Let us look at the natural deduction rule for $\&$ (the same argument applies for the sequence calculus).  Suppose we wanted to teach somebody this rule, that we wanted to describe this rule.  Can we do so without using the word 'and' ? Indeed, can we describe anything or teach anybody how to do anything without the concepts mediated by the basic connectives (and specially intuitionistic connectives) as well as universals (senses, intensions, meanings, abstract ideas), that is, quantifiers not reducible to extensional, possibly infinitary disjunctions or conjunctions ? 

And how do we recognize the equivalence between different types of deductive system involving the 'same' connective ? We already need logic to describe and know the relationship between rule systems. Why do we accept that the cartesian product corresponds to conjunction and the disjoint union to disjunction (considered from the point of view of category theory) ?  Product and coproduct are presented differently than deduction or sequent rules. Yet we recognize the same concept and idea.

Practical philosophy

Primum vivere...Can practical philosophy lead us to the goal of philosophy itself, something that an abstracted compartmentalized philosophy cannot ? Sure, to refute popular philosophies, philosophies entrenched in institutions and upheld not by reason but by prestige and power,  is good and liberating.  But such Pyrrhonism does not suffice and is not enough to constitute a solid path, a modus vivendi. Language and the mind. These are indeed the great objects of investigation. But we need the right radical attitude, a praxis both practical and theoretical, a humility with regards to the elementary, lowly and the concrete which at the same time does not divorce  theory from  art, from ability. Why is it  so few can see logical analysis is lost without linguistic analysis ? Clarity of expression, clarity of meaning, would this not save us endless foggy labyrinths of pseudo-logical argument ? Linguistic analysis means doing linguistic analysis, it means living according to linguistic analysis in our everyday life-world. It means understanding the full significance of grammar  and lexicology,  including what relationship, attitude and work we ought to have, adopt and engage in.  Grammar itself requires an epokhe and a discarding of heaps of dogmatic theory - including undue focus on certain languages and on modern language at the expense of ancient language. A curious idea: a linguistic phenomenology in which we force meaning to manifest by trying to define - or tell stories about - concepts using only a fixed set of semantic primitives. The work of Anna Wierzbicka is very relevant here.

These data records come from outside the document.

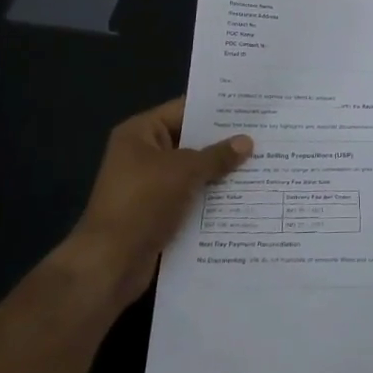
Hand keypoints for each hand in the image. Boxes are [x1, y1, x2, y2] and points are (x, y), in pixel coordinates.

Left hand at [57, 98, 252, 307]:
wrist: (109, 265)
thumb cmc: (142, 203)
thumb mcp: (184, 171)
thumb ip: (217, 156)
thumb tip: (247, 141)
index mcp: (140, 133)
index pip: (184, 110)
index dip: (216, 109)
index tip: (250, 108)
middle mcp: (143, 155)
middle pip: (190, 142)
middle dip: (223, 142)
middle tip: (263, 135)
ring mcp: (149, 186)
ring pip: (193, 173)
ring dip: (220, 173)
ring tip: (261, 164)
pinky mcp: (157, 214)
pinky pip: (190, 198)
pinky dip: (211, 199)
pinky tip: (243, 197)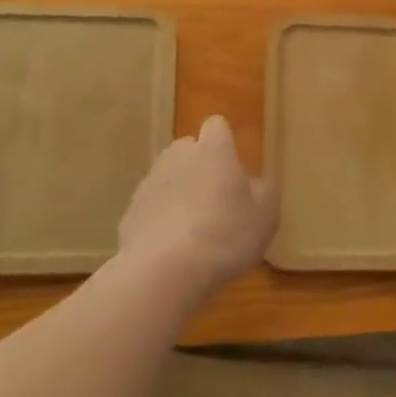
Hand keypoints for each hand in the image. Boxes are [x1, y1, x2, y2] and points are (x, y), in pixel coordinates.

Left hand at [117, 116, 277, 299]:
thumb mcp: (265, 216)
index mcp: (213, 150)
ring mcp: (149, 183)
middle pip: (188, 149)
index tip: (234, 165)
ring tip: (194, 230)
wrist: (165, 271)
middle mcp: (178, 156)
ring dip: (179, 193)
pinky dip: (161, 220)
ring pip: (168, 178)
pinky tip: (172, 249)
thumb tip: (252, 184)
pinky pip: (151, 208)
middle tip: (217, 199)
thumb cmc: (225, 235)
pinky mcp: (130, 212)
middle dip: (200, 166)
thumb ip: (262, 192)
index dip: (225, 142)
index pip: (217, 126)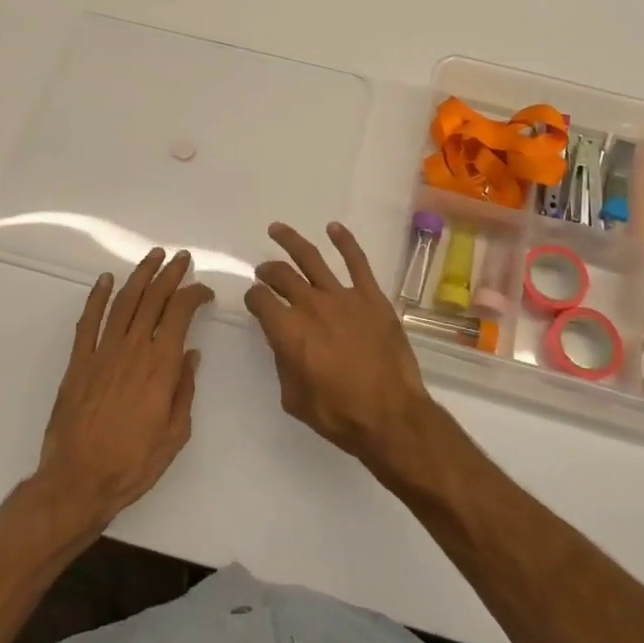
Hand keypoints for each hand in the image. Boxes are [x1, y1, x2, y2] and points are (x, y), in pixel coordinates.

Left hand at [35, 249, 212, 527]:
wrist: (77, 482)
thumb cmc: (133, 463)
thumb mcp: (175, 434)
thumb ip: (184, 390)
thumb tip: (191, 355)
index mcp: (161, 364)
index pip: (180, 312)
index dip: (194, 294)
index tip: (204, 291)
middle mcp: (133, 349)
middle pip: (153, 298)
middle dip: (170, 274)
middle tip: (181, 258)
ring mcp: (102, 352)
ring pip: (124, 301)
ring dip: (140, 275)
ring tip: (152, 257)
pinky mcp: (79, 362)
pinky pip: (88, 321)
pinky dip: (97, 297)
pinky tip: (105, 280)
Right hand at [245, 222, 437, 472]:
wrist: (390, 414)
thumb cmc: (338, 413)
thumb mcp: (294, 398)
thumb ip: (284, 363)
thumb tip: (284, 342)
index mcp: (288, 331)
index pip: (260, 301)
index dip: (253, 297)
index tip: (254, 299)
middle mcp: (311, 305)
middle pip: (281, 275)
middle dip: (268, 271)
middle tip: (264, 271)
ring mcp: (343, 296)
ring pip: (312, 259)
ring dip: (291, 241)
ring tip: (277, 229)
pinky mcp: (371, 296)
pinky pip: (357, 261)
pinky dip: (345, 241)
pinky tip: (334, 228)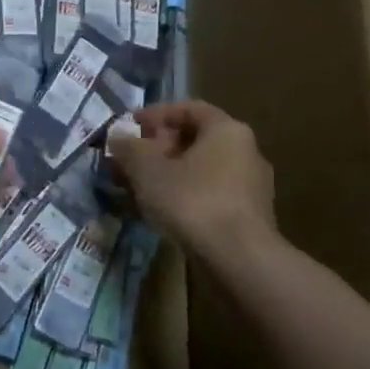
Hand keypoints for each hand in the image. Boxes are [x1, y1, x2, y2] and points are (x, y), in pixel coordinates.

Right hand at [109, 100, 276, 258]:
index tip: (130, 127)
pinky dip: (185, 195)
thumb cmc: (193, 200)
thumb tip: (118, 136)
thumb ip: (129, 148)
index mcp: (227, 130)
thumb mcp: (147, 170)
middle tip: (130, 161)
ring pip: (201, 169)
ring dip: (169, 174)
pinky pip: (210, 194)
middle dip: (158, 148)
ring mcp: (251, 186)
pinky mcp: (250, 216)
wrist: (239, 260)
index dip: (156, 115)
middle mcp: (246, 151)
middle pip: (195, 140)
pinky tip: (162, 211)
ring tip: (139, 188)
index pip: (189, 109)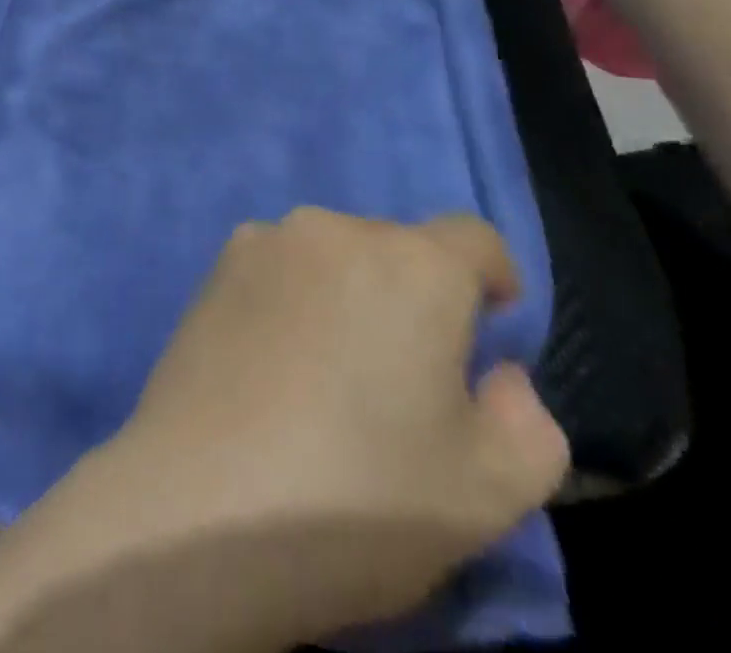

 As for the mind, we are quite lost. To approach the mind we must knock on other doors of temples in far-away places and times. We don't even know what it means to approach the mind and how theory is meaningless without practice.

On definition

Definitions, though logically and semantically constrained, are established for logical purposes. Many terms in natural language are attached to different senses by different people, including logically equivalent senses.  Thus the word 'circle' can have different senses for different people. In mathematics the same concept can be defined in different ways, the  equivalency between these different ways being often non-trivial. For instance 'Noetherian ring' in terms of i) satisfying the ascending chain condition or  ii) any ideal being finitely generated. A mathematician may well not know the equivalence between the two. So if we take the sense of Noetherian ring to be the sense of one of these definition we are lead to the 'paradox of analysis'. For instance from  '$A$ knows that a Noetherian ring satisfies the ACC' we could use Leibniz' rule for $=_I$ to obtain a falsehood.  This suggests that definitions should involve $=_N$ not $=_I$.  We just have to be careful with the introduction of new constants via $=_I$. For often not all people agree on the sense-attribution of terms. The paradox of analysis reveals itself to be a pseudo-problem. But note that it can pop up again in indirect discourse where there is a certain ambiguity between verbatim reported speech and looser reported speech. 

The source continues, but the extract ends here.